Dataset entries:
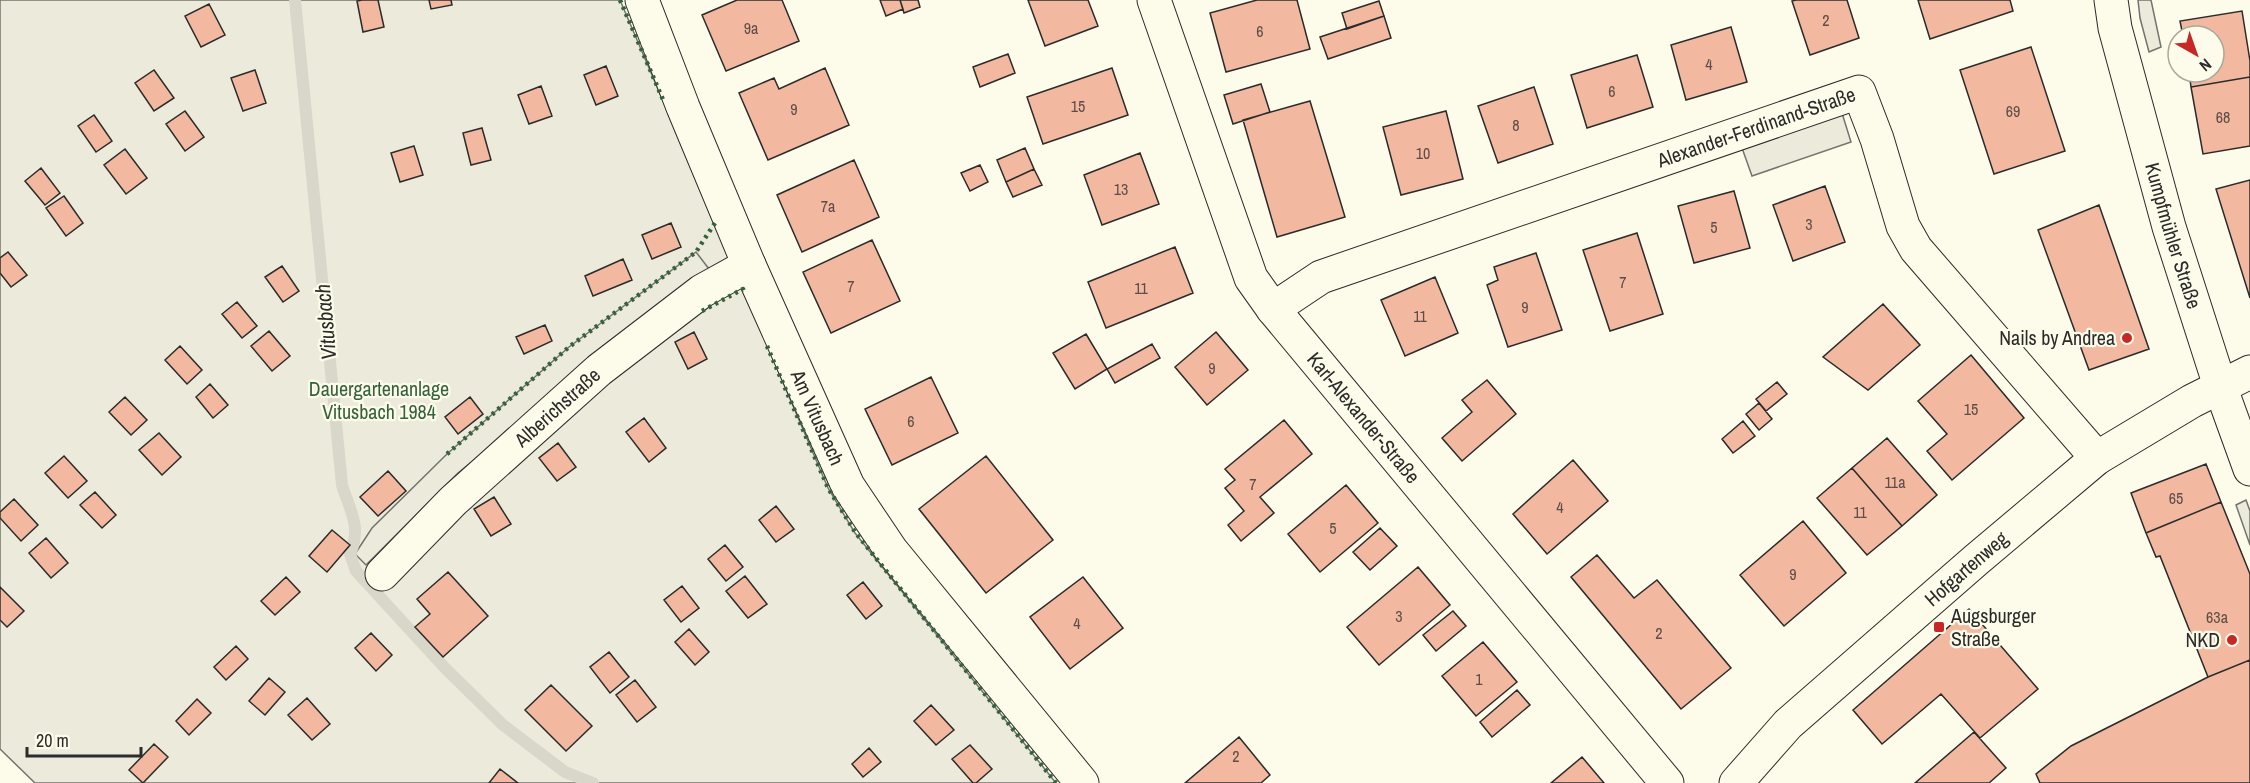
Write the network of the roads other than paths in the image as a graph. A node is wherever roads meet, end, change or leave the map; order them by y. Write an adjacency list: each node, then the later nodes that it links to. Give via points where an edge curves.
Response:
1 (642, 0): 4 (street, Am Vitusbach)
2 (1154, 0): 5 (street, Karl-Alexander-Straße, via 1251,278)
3 (2111, 0): 7 (street, Kumpfmühler Straße, via 2160,198)
4 (749, 265): 10 (street, Alberichstraße, via 702,291 599,370 453,501); 11 (street, Am Vitusbach, via 848,486 891,550)
5 (1273, 309): 8 (street, Alexander-Ferdinand-Straße, via 1321,277 1859,92 1903,226 1916,249); 12 (street, Karl-Alexander-Straße)
6 (2250, 372): 7 (street, Hofgartenweg)
7 (2220, 386): 8 (street, Hofgartenweg); 9 (street, Kumpfmühler Straße)
8 (2097, 458): 13 (street, Hofgartenweg, via 1788,724)
9 (2250, 469)
10 (382, 574)
11 (1082, 783)
12 (1667, 783)
13 (1736, 783)

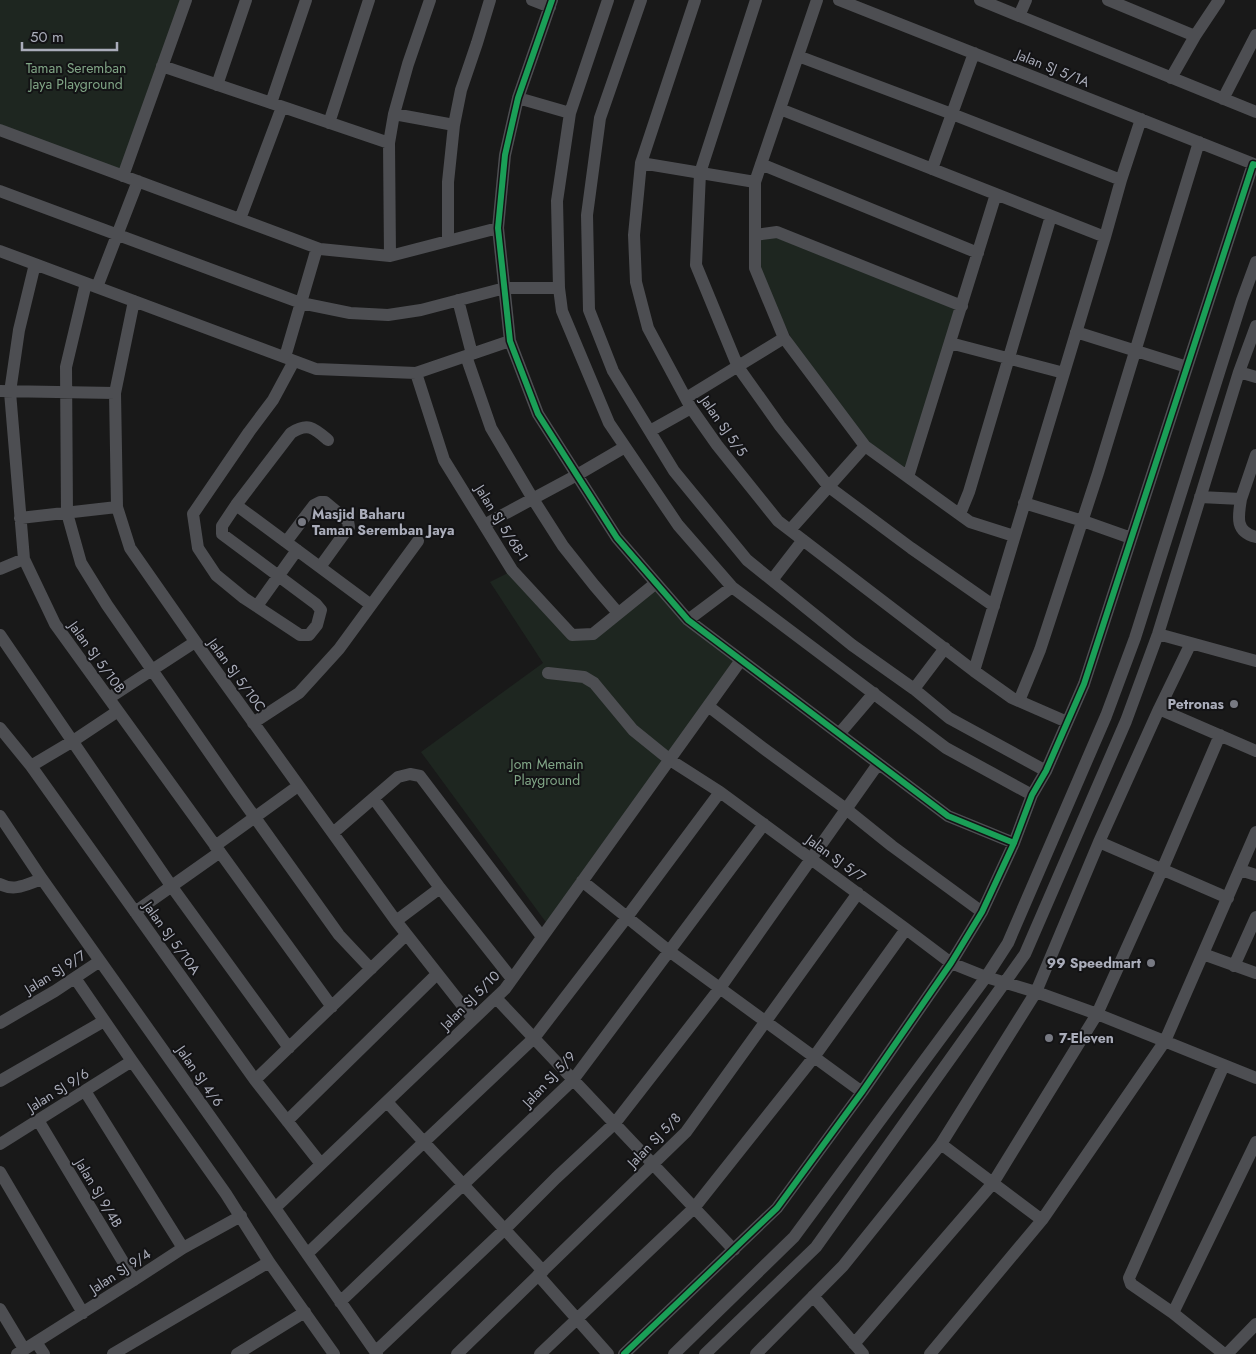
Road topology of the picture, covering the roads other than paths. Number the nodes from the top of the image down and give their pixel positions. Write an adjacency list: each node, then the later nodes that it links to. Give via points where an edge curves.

Task requirements:
Output the entries verbatim, skipping images.

Finished exercise:
Write the network of the roads other than paths in the image as a graph. A node is wherever roads meet, end, change or leave the map; order them by y. Write an adjacency list: each node, then the later nodes that it links to. Give via points where an edge curves.
Response:
1 (642, 0): 4 (street, Am Vitusbach)
2 (1154, 0): 5 (street, Karl-Alexander-Straße, via 1251,278)
3 (2111, 0): 7 (street, Kumpfmühler Straße, via 2160,198)
4 (749, 265): 10 (street, Alberichstraße, via 702,291 599,370 453,501); 11 (street, Am Vitusbach, via 848,486 891,550)
5 (1273, 309): 8 (street, Alexander-Ferdinand-Straße, via 1321,277 1859,92 1903,226 1916,249); 12 (street, Karl-Alexander-Straße)
6 (2250, 372): 7 (street, Hofgartenweg)
7 (2220, 386): 8 (street, Hofgartenweg); 9 (street, Kumpfmühler Straße)
8 (2097, 458): 13 (street, Hofgartenweg, via 1788,724)
9 (2250, 469)
10 (382, 574)
11 (1082, 783)
12 (1667, 783)
13 (1736, 783)

Road topology of the picture, covering the roads other than paths. Number the nodes from the top of the image down and give their pixel positions. Write an adjacency list: each node, then the later nodes that it links to. Give via points where an edge curves.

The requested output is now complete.